Молчание длилось дольше, чем хотелось бы. А затем Эй-Кей во весь голос расхохотался, правой ногой стуча по журнальному столику и правой ладонью шлепая по ноге. Во рту его сверкала скобка бриллиантов.
– Ну ладно, – выдавил он наконец сквозь смех и кашель. – Вы мне реально нравитесь. Вот честно. Тру. Но вот фанаты наши… – Эй-Кей сощурился и шумно втянул воздух сквозь оскаленные зубы, что означало сомнение. – Да не, шучу, они-то вас точно полюбят. Как братьев, йо.
Ровно через шесть часов после этого разговора и две минуты тридцать секунд после начала разогревающего сета, посреди второго припева Failed State, в Алана полетела первая за его концертную жизнь бутылка.

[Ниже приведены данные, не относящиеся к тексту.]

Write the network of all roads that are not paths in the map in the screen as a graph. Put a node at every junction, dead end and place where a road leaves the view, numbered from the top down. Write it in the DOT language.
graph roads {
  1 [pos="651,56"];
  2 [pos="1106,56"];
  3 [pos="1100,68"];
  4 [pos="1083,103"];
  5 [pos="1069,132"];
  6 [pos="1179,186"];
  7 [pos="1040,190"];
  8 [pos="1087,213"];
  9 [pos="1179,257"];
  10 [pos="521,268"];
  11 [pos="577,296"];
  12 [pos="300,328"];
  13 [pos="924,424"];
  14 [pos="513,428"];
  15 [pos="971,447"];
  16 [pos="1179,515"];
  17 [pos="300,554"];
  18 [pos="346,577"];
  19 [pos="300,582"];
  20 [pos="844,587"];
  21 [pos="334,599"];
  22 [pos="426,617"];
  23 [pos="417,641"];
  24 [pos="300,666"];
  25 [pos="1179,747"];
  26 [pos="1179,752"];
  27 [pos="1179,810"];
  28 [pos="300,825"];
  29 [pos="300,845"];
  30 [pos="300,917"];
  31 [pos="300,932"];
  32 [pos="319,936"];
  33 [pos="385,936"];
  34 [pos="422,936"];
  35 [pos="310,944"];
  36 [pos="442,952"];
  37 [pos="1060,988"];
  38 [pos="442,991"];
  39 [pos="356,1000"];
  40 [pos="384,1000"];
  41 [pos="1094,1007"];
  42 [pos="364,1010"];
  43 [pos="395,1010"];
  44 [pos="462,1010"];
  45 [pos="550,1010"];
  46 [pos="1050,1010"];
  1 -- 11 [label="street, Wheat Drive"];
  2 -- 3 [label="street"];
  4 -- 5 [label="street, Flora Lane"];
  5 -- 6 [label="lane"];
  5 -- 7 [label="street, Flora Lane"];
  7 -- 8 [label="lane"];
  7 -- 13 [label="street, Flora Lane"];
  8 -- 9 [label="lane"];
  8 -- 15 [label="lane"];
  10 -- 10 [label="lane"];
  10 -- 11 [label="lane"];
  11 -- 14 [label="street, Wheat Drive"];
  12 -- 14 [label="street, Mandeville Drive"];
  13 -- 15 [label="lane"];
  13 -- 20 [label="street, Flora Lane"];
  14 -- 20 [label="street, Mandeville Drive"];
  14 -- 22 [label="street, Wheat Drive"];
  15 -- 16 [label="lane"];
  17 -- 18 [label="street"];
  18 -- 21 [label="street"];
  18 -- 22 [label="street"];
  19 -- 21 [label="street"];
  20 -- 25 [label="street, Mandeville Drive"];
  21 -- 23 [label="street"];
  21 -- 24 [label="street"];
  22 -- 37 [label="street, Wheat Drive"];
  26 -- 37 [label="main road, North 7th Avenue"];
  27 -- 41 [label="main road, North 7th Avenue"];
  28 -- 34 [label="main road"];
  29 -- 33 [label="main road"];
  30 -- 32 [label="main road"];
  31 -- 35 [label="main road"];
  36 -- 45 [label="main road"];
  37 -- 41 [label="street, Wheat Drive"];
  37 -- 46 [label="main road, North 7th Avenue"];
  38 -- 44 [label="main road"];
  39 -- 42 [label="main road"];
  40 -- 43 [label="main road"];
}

Снаряд был запущен наискосок с правого фланга и, таким образом, сначала попал в поле зрения Эдди. Это была бутылка из-под пива “Гус айленд”, не худшего, кстати, чикагского эля. Судя по провожающему ее вращение ирокезу брызг, метатель даже не допил пиво до конца: необходимость срочно нанести физический ущерб певцу оказалась сильнее жажды. Бутылка летела по довольно высокой дуге, что дало Алану время отшатнуться, и приземлилась перед большим барабаном, разметав по сцене пенную звезду. Алан не перестал играть, но замолчал и, с гремящей за плечами караоке-версией хита, стал вглядываться в зал.

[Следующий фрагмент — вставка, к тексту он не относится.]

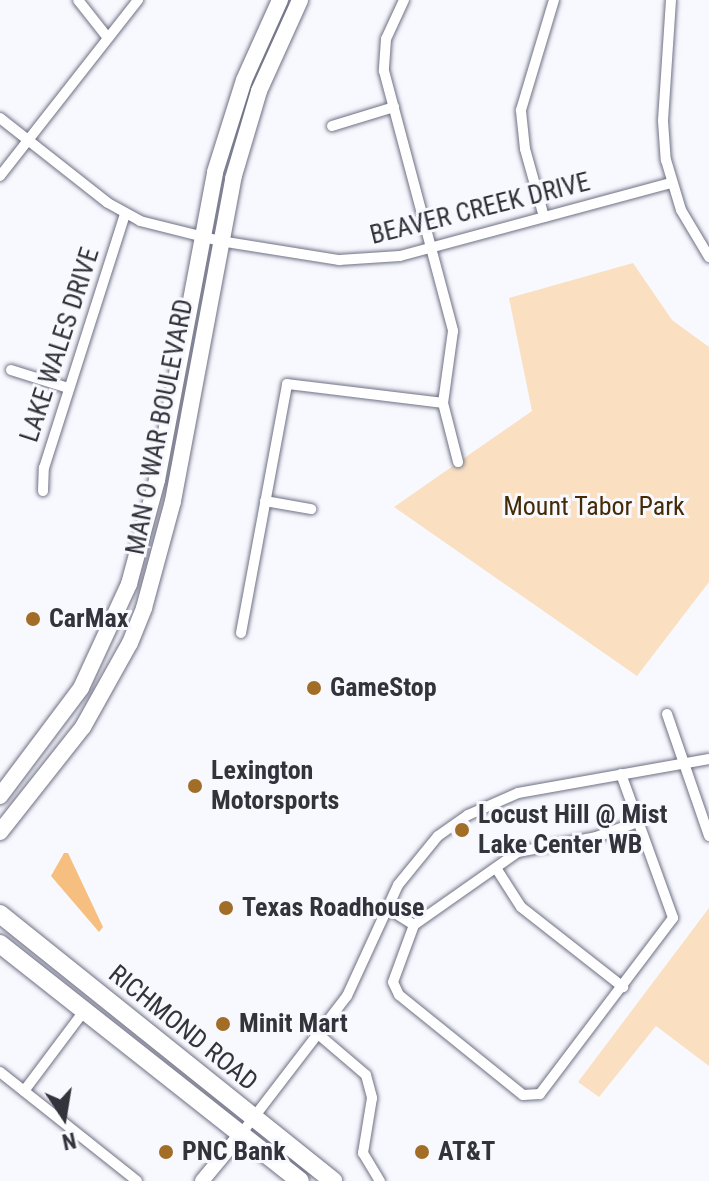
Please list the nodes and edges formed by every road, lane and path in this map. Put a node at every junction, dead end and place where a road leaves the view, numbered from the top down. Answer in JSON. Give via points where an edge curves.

Опасения, они же надежды, Эдди по поводу праздничного уик-энда не оправдались. Перед сценой вертелись в броуновском движении сотни стриженых голов, будто грузовик вывалил тонну дынь в горную реку. Хотя концерт шел с возрастным ограничением 21+, как минимум половина казались Эдди подростками. Подавляющее большинство имели тот особый вид, слегка затравленный и волчий одновременно, что сопровождает белую бедность. Едва ли кто-то из них возмутился роликом про гетто. Они просто терпеть не могли “Гистерезис”. Если точнее, плевали они на “Гистерезис” – они ненавидели мидл-класс, закодированный, как понимал теперь Эдди, в каждом аспекте группы: в подчеркнуто европейских, без единого септаккорда или блюзовой ноты, гармониях и бескровном бите, в облегающей черной рубашке Алана, в постных ухоженных лицах всей четверки, в латинском названии. Эдди почти уважал их за это.